Give back each entry verbatim.

───── The data ─────

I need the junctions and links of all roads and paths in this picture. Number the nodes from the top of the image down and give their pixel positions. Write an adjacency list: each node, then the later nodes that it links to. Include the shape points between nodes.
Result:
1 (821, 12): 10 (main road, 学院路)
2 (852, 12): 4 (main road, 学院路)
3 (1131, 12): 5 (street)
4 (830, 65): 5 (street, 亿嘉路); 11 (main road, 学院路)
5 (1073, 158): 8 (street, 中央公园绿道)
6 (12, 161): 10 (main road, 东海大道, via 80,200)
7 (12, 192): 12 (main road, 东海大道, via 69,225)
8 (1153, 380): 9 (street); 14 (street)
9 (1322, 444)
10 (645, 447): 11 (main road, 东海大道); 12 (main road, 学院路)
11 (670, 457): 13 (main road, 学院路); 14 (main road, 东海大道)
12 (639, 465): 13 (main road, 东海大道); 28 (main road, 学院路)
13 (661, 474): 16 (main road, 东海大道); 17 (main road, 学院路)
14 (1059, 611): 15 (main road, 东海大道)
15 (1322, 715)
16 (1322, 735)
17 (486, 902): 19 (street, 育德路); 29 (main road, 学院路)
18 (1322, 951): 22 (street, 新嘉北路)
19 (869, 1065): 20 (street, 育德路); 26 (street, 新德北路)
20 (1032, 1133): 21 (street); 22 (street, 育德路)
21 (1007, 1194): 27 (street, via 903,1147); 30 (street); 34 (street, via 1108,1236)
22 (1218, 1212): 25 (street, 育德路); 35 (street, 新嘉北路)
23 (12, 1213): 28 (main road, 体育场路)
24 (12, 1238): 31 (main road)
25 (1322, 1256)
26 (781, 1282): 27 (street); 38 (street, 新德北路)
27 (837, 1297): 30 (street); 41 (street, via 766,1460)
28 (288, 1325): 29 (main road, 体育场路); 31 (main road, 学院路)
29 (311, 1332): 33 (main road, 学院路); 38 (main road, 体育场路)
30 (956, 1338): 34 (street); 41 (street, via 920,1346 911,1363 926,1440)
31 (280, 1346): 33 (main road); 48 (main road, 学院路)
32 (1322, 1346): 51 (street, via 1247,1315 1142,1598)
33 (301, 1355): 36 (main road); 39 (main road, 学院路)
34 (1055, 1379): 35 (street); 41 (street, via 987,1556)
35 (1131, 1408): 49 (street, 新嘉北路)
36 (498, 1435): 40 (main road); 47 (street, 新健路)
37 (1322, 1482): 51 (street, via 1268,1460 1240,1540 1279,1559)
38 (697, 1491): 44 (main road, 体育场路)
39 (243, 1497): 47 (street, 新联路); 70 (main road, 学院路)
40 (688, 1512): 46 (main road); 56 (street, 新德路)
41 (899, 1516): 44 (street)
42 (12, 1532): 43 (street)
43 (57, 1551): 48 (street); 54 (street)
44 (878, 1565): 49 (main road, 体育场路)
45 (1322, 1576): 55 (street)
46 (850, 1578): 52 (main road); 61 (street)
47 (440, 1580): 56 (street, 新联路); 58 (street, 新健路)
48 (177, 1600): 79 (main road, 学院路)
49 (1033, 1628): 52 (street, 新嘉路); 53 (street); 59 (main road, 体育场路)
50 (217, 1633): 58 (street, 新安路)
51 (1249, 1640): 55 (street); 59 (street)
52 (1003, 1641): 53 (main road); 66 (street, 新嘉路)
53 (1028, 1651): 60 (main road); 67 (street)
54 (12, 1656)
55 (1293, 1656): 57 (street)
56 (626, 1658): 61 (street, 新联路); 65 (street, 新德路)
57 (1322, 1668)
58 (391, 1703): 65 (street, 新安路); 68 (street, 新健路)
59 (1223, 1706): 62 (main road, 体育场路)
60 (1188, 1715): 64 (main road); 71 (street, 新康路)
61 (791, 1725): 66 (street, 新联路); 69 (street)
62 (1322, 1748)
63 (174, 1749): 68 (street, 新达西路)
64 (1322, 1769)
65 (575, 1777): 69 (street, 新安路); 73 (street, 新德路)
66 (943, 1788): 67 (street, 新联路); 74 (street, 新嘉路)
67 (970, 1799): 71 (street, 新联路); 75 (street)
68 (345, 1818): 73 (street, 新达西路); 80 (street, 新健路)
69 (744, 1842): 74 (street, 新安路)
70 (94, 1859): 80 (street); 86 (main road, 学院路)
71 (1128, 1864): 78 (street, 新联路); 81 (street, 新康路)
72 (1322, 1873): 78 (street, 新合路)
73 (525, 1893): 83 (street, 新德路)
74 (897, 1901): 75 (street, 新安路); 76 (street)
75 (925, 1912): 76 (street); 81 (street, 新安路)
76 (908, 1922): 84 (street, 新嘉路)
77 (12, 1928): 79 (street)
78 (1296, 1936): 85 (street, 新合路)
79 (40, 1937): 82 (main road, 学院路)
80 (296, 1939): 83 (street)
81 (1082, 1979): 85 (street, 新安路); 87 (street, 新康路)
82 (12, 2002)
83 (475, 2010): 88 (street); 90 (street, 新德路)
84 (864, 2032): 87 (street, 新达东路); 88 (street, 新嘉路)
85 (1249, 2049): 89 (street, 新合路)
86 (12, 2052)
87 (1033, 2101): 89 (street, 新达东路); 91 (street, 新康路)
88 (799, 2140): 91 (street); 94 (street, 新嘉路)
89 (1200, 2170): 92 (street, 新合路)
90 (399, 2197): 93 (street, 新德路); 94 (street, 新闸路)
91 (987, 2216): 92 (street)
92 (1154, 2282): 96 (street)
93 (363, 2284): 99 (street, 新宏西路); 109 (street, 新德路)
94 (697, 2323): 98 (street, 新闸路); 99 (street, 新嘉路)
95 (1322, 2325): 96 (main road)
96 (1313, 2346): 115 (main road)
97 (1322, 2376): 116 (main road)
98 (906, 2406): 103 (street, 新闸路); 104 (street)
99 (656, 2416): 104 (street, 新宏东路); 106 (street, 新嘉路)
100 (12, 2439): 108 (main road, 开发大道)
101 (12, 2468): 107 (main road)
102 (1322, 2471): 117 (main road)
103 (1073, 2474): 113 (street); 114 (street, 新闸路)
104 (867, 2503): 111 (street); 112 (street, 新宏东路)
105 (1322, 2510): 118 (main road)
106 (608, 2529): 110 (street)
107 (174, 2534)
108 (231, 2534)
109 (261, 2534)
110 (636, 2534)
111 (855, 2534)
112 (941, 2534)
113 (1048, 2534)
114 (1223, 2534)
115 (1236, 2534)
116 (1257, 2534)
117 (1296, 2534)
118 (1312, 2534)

─────

The answer:
I need the junctions and links of all roads and paths in this picture. Number the nodes from the top of the image down and give their pixel positions. Write an adjacency list: each node, then the later nodes that it links to. Include the shape points between nodes.
Result:
1 (821, 12): 10 (main road, 学院路)
2 (852, 12): 4 (main road, 学院路)
3 (1131, 12): 5 (street)
4 (830, 65): 5 (street, 亿嘉路); 11 (main road, 学院路)
5 (1073, 158): 8 (street, 中央公园绿道)
6 (12, 161): 10 (main road, 东海大道, via 80,200)
7 (12, 192): 12 (main road, 东海大道, via 69,225)
8 (1153, 380): 9 (street); 14 (street)
9 (1322, 444)
10 (645, 447): 11 (main road, 东海大道); 12 (main road, 学院路)
11 (670, 457): 13 (main road, 学院路); 14 (main road, 东海大道)
12 (639, 465): 13 (main road, 东海大道); 28 (main road, 学院路)
13 (661, 474): 16 (main road, 东海大道); 17 (main road, 学院路)
14 (1059, 611): 15 (main road, 东海大道)
15 (1322, 715)
16 (1322, 735)
17 (486, 902): 19 (street, 育德路); 29 (main road, 学院路)
18 (1322, 951): 22 (street, 新嘉北路)
19 (869, 1065): 20 (street, 育德路); 26 (street, 新德北路)
20 (1032, 1133): 21 (street); 22 (street, 育德路)
21 (1007, 1194): 27 (street, via 903,1147); 30 (street); 34 (street, via 1108,1236)
22 (1218, 1212): 25 (street, 育德路); 35 (street, 新嘉北路)
23 (12, 1213): 28 (main road, 体育场路)
24 (12, 1238): 31 (main road)
25 (1322, 1256)
26 (781, 1282): 27 (street); 38 (street, 新德北路)
27 (837, 1297): 30 (street); 41 (street, via 766,1460)
28 (288, 1325): 29 (main road, 体育场路); 31 (main road, 学院路)
29 (311, 1332): 33 (main road, 学院路); 38 (main road, 体育场路)
30 (956, 1338): 34 (street); 41 (street, via 920,1346 911,1363 926,1440)
31 (280, 1346): 33 (main road); 48 (main road, 学院路)
32 (1322, 1346): 51 (street, via 1247,1315 1142,1598)
33 (301, 1355): 36 (main road); 39 (main road, 学院路)
34 (1055, 1379): 35 (street); 41 (street, via 987,1556)
35 (1131, 1408): 49 (street, 新嘉北路)
36 (498, 1435): 40 (main road); 47 (street, 新健路)
37 (1322, 1482): 51 (street, via 1268,1460 1240,1540 1279,1559)
38 (697, 1491): 44 (main road, 体育场路)
39 (243, 1497): 47 (street, 新联路); 70 (main road, 学院路)
40 (688, 1512): 46 (main road); 56 (street, 新德路)
41 (899, 1516): 44 (street)
42 (12, 1532): 43 (street)
43 (57, 1551): 48 (street); 54 (street)
44 (878, 1565): 49 (main road, 体育场路)
45 (1322, 1576): 55 (street)
46 (850, 1578): 52 (main road); 61 (street)
47 (440, 1580): 56 (street, 新联路); 58 (street, 新健路)
48 (177, 1600): 79 (main road, 学院路)
49 (1033, 1628): 52 (street, 新嘉路); 53 (street); 59 (main road, 体育场路)
50 (217, 1633): 58 (street, 新安路)
51 (1249, 1640): 55 (street); 59 (street)
52 (1003, 1641): 53 (main road); 66 (street, 新嘉路)
53 (1028, 1651): 60 (main road); 67 (street)
54 (12, 1656)
55 (1293, 1656): 57 (street)
56 (626, 1658): 61 (street, 新联路); 65 (street, 新德路)
57 (1322, 1668)
58 (391, 1703): 65 (street, 新安路); 68 (street, 新健路)
59 (1223, 1706): 62 (main road, 体育场路)
60 (1188, 1715): 64 (main road); 71 (street, 新康路)
61 (791, 1725): 66 (street, 新联路); 69 (street)
62 (1322, 1748)
63 (174, 1749): 68 (street, 新达西路)
64 (1322, 1769)
65 (575, 1777): 69 (street, 新安路); 73 (street, 新德路)
66 (943, 1788): 67 (street, 新联路); 74 (street, 新嘉路)
67 (970, 1799): 71 (street, 新联路); 75 (street)
68 (345, 1818): 73 (street, 新达西路); 80 (street, 新健路)
69 (744, 1842): 74 (street, 新安路)
70 (94, 1859): 80 (street); 86 (main road, 学院路)
71 (1128, 1864): 78 (street, 新联路); 81 (street, 新康路)
72 (1322, 1873): 78 (street, 新合路)
73 (525, 1893): 83 (street, 新德路)
74 (897, 1901): 75 (street, 新安路); 76 (street)
75 (925, 1912): 76 (street); 81 (street, 新安路)
76 (908, 1922): 84 (street, 新嘉路)
77 (12, 1928): 79 (street)
78 (1296, 1936): 85 (street, 新合路)
79 (40, 1937): 82 (main road, 学院路)
80 (296, 1939): 83 (street)
81 (1082, 1979): 85 (street, 新安路); 87 (street, 新康路)
82 (12, 2002)
83 (475, 2010): 88 (street); 90 (street, 新德路)
84 (864, 2032): 87 (street, 新达东路); 88 (street, 新嘉路)
85 (1249, 2049): 89 (street, 新合路)
86 (12, 2052)
87 (1033, 2101): 89 (street, 新达东路); 91 (street, 新康路)
88 (799, 2140): 91 (street); 94 (street, 新嘉路)
89 (1200, 2170): 92 (street, 新合路)
90 (399, 2197): 93 (street, 新德路); 94 (street, 新闸路)
91 (987, 2216): 92 (street)
92 (1154, 2282): 96 (street)
93 (363, 2284): 99 (street, 新宏西路); 109 (street, 新德路)
94 (697, 2323): 98 (street, 新闸路); 99 (street, 新嘉路)
95 (1322, 2325): 96 (main road)
96 (1313, 2346): 115 (main road)
97 (1322, 2376): 116 (main road)
98 (906, 2406): 103 (street, 新闸路); 104 (street)
99 (656, 2416): 104 (street, 新宏东路); 106 (street, 新嘉路)
100 (12, 2439): 108 (main road, 开发大道)
101 (12, 2468): 107 (main road)
102 (1322, 2471): 117 (main road)
103 (1073, 2474): 113 (street); 114 (street, 新闸路)
104 (867, 2503): 111 (street); 112 (street, 新宏东路)
105 (1322, 2510): 118 (main road)
106 (608, 2529): 110 (street)
107 (174, 2534)
108 (231, 2534)
109 (261, 2534)
110 (636, 2534)
111 (855, 2534)
112 (941, 2534)
113 (1048, 2534)
114 (1223, 2534)
115 (1236, 2534)
116 (1257, 2534)
117 (1296, 2534)
118 (1312, 2534)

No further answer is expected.